Pero Paul se consolida al paso de los años y honra la monumentalidad de todo lo que cantó y vivió con sus compañeros de banda, así como creo que es innegable la inmensa estatura de su calidad como músico: un artista magnífico que ha cuajado no un puñado, ni una decena, sino cientos de canciones que han marcado no sólo la vida más íntima de la adolescente que llora en una buhardilla, sino la ronda hipnótica de taxistas, el largo sueño de millones de hombres y mujeres que empezaron a bailar como electrificados y luego, a volar entre campos eternos de fresas. Que la música de Paul con o sin los otros es el soundtrack de la segunda mitad del siglo XX y primer tercio del XXI y así como ha resucitado John con la mal llamada Inteligencia Artificial, así también asumo que en el fondo no sé bien cómo podrá seguir girando la vida misma y el planeta entero cuando nos quedemos sin Paul.
Toca el mismo bajo de toda la vida, una guitarra pintada con figuras de niños multicolores que elevan los brazos en alto, el ukulele que entrelazaba con George, la mandolina delirante y el piano como pianista consumado; canta las rolas de siempre que todo mundo se sabe o imita y canciones de su ya larga carrera como solista con bandas sincronizadas con todos sus pasados. Habla lo que puede en español para conectar mejor con un inmenso mar que todas las noches yen cualquier ciudad del mundo se convierte en oleada de fanáticos y adeptos, incrédulos y fervientes, jóvenes que lo ven por primera vez y canosos que lloramos soñando con canosas que se nos fueron de las manos. No hay un solo detalle de la liturgia del concierto que no sea en abono de la felicidad íntima y colectiva: las imágenes en pantalla, el volumen intenso de las bocinas y el escenario mismo como un escaparate espejo del mundo mismo que nos mira fijamente y finge ladrar.

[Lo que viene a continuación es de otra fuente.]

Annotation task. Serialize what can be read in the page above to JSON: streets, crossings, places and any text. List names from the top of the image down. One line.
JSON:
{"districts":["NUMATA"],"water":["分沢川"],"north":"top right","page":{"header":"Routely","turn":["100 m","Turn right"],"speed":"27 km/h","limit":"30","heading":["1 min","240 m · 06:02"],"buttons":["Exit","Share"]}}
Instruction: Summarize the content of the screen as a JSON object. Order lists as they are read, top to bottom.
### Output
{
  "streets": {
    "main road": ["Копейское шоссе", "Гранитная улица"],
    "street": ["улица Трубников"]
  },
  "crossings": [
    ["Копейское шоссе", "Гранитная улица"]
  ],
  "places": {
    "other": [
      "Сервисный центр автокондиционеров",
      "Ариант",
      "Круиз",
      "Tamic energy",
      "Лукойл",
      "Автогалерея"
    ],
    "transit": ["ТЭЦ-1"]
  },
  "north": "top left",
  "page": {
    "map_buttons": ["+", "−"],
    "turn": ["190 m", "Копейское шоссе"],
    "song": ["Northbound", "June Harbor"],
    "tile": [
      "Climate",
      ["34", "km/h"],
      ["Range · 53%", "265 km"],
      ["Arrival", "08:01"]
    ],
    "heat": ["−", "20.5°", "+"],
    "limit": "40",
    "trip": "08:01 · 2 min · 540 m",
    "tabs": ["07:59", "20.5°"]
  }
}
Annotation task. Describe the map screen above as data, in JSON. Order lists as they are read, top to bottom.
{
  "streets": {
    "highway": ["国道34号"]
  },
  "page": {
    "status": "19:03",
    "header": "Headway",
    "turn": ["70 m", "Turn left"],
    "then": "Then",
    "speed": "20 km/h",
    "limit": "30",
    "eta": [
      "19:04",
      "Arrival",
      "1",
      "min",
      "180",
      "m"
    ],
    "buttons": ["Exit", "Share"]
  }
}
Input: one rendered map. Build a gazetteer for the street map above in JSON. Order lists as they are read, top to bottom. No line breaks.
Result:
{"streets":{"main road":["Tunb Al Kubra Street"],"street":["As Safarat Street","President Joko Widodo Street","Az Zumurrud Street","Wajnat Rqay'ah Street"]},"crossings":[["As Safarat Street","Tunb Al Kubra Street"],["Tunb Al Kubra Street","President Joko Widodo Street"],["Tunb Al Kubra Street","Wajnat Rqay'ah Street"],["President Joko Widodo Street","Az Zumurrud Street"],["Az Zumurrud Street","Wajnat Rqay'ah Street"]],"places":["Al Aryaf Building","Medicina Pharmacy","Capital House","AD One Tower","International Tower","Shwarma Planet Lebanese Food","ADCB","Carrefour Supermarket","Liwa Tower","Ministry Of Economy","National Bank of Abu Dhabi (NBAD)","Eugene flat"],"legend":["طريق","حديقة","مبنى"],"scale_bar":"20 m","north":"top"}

Intenté dejar en la Conserjería del hotel el dibujo que ilustra esta columna y una antología de veinte cuentos mexicanos en inglés. Era como si le presentara a Rulfo, Paz, Fuentes, Rosario Castellanos, Elena Garro, Elizondo e Ibargüengoitia como lo más granado de este pinche pueblo que tanto lo admira y canta, mientras que el dibujo era clon de otro que le regalé en Madrid, retratado en azul. Ahora sin colores y a línea queda la imagen intemporal de Paul para que se oiga cada nota y se logre algún día la silente calma que profesaban los cuatro iluminados de Liverpool. Lo único que se necesita es Amor.
No he logrado sosiego al paso de las horas y me animo a declarar que ayer no fue un mero Day in the Life, sino uno de los días más felices ya para siempre. Yo estaba partiendo un pan ácimo sobre un mantel anónimo y como una brisa de todas las vidas posibles, de pronto pasó levitando un Profeta que giró para mirarme directamente a los ojos y en un mínimo segundo calmándolo todo absolutamente todo con el mantra de Let it Be.